Reasoning around alignment and the shape of AI related risks — and taking action on the concrete ones already here.

now

What does 'simplicity' mean for neural networks? how complex a property is to represent in an input tensor (a priori), and how complex an internal mechanism must be to detect and exploit it for reward (a posteriori). The project aims to formalize the first with descriptive complexity theory and the second with singular learning theory, and to study how the two interact — with simplicity bias and goal misgeneralization as the motivating phenomena.

Arguments Map

Building a comprehensive map of the arguments around AI safety and AI risk — their assumptions, their sources, and how claims relate to one another. The aim — make it easy for anyone to locate where they stand and what follows. Currently in Obsidian; will become its own site. This is one of the main activities I decided to pursue at AFFINE 2026.

Field-Building

As I am building my theoretical and practical background to help in AI safety, the way I can make the most impact is by helping shape the landscape for those who can already impact the field with their work. Founding team member of Safe AI Netherlands (SAIN). Active in AI Safety Amsterdam (AISA). Working to seed an AI safety community in Milan.

→ all projects

writing

2026-04-01 Inner and Outer Alignment: a survey — An intro to the inner/outer alignment distinction. → all posts

trajectory

2019 – 2022 BA in Philosophy, Catholic University of the Sacred Heart, Milan. Thesis on GL modal calculus and its applications in recursion theory.

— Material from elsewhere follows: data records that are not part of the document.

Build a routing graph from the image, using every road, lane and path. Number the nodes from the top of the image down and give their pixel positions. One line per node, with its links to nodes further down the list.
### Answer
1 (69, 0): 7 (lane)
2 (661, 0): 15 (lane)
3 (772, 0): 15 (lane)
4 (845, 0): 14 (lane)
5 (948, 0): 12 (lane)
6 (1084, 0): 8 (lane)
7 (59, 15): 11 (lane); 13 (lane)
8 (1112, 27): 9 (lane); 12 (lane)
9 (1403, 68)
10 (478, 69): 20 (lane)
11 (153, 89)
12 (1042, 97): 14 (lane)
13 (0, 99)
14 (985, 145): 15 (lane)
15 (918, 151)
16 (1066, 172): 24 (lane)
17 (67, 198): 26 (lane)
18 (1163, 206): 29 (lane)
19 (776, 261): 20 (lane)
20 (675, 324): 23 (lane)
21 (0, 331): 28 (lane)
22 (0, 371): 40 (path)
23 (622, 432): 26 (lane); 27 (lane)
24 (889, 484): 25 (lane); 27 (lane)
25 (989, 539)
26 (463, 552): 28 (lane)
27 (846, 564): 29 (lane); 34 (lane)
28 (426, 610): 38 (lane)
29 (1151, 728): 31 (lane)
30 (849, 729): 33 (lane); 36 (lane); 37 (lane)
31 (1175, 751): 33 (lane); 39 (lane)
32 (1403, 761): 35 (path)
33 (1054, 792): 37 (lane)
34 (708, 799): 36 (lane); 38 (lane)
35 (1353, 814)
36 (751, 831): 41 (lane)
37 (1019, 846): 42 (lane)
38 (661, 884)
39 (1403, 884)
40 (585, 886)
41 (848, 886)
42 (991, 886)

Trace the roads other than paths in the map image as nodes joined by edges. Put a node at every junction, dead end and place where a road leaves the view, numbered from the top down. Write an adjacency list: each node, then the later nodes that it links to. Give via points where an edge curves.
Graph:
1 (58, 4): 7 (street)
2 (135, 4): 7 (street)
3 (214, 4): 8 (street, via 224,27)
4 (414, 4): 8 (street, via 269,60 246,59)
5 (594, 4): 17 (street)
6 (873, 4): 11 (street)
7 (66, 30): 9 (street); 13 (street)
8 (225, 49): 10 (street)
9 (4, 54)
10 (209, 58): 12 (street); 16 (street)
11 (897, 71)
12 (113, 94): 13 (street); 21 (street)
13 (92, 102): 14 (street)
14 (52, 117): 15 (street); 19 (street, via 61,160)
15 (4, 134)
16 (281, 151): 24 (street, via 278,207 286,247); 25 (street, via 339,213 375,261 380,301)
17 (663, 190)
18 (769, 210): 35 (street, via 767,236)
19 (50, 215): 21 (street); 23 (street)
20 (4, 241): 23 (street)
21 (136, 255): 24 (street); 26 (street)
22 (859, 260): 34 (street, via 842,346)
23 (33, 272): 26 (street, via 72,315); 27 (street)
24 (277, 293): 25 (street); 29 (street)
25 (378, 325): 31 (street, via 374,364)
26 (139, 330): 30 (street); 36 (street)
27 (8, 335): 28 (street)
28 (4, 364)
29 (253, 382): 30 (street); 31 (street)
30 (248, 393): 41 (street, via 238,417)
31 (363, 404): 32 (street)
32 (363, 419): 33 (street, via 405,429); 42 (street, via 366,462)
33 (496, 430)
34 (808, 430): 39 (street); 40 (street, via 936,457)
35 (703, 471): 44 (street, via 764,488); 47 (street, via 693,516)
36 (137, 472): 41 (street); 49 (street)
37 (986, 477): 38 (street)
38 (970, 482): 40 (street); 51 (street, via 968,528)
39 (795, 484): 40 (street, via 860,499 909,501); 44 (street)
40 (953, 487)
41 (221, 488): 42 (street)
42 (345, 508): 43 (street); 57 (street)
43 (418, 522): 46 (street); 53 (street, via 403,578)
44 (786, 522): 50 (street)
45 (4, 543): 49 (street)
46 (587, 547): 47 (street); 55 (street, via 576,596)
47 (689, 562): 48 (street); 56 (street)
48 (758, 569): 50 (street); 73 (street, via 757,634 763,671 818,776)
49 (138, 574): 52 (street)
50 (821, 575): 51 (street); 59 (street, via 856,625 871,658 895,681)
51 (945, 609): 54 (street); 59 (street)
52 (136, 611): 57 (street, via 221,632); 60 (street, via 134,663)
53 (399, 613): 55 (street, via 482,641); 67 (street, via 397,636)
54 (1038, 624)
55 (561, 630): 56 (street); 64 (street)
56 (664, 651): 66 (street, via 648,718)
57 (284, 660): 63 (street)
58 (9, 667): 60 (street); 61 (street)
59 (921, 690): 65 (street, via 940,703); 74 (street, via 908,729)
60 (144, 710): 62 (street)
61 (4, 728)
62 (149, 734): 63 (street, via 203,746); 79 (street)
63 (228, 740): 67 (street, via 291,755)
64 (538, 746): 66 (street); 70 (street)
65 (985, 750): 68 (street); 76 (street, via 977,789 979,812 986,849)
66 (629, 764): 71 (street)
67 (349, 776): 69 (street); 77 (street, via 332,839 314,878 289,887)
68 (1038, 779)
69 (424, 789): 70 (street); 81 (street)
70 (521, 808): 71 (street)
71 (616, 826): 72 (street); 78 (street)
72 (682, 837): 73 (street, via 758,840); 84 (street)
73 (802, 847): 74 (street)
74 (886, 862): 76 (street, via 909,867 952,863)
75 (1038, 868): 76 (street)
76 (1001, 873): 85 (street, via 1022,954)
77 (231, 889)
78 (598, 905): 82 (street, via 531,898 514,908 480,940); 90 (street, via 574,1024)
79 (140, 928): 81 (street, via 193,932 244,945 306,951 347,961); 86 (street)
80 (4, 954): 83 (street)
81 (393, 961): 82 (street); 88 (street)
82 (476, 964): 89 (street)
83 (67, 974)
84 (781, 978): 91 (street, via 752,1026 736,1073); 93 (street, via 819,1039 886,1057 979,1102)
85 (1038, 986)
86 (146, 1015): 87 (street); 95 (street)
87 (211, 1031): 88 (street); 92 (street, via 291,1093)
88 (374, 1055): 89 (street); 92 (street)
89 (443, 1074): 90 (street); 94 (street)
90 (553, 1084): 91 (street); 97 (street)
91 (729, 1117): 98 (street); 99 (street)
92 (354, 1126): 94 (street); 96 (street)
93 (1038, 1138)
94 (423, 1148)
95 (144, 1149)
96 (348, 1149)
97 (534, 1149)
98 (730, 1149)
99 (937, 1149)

2022 – 2025 MSc in Logic and Mathematics, University of Amsterdam. Coursework in set theory, model theory, modal logic, abstract algebra, probability. Thesis: Arbitrary Terms with no Arbitrary Objects — semantics of arbitrary reference, proposing a “quasi-referential” account.

2025 Did an internship as a Data Analyst + got the basis of web development. Useful to learn about digital infrastructures, but the questions that pulled me in were elsewhere.

Late 2025 – present Pivoted to AI safety full-time. Self-taught ML and deep learning fundamentals; completed BlueDot Impact’s Technical AI Safety course; working through ARENA’s mechanistic interpretability curriculum. Active in AISA (Jan 2025 –). Founding team of SAIN (Apr 2026 –). AFFINE Superintelligence Alignment Seminar fellow (May 2026).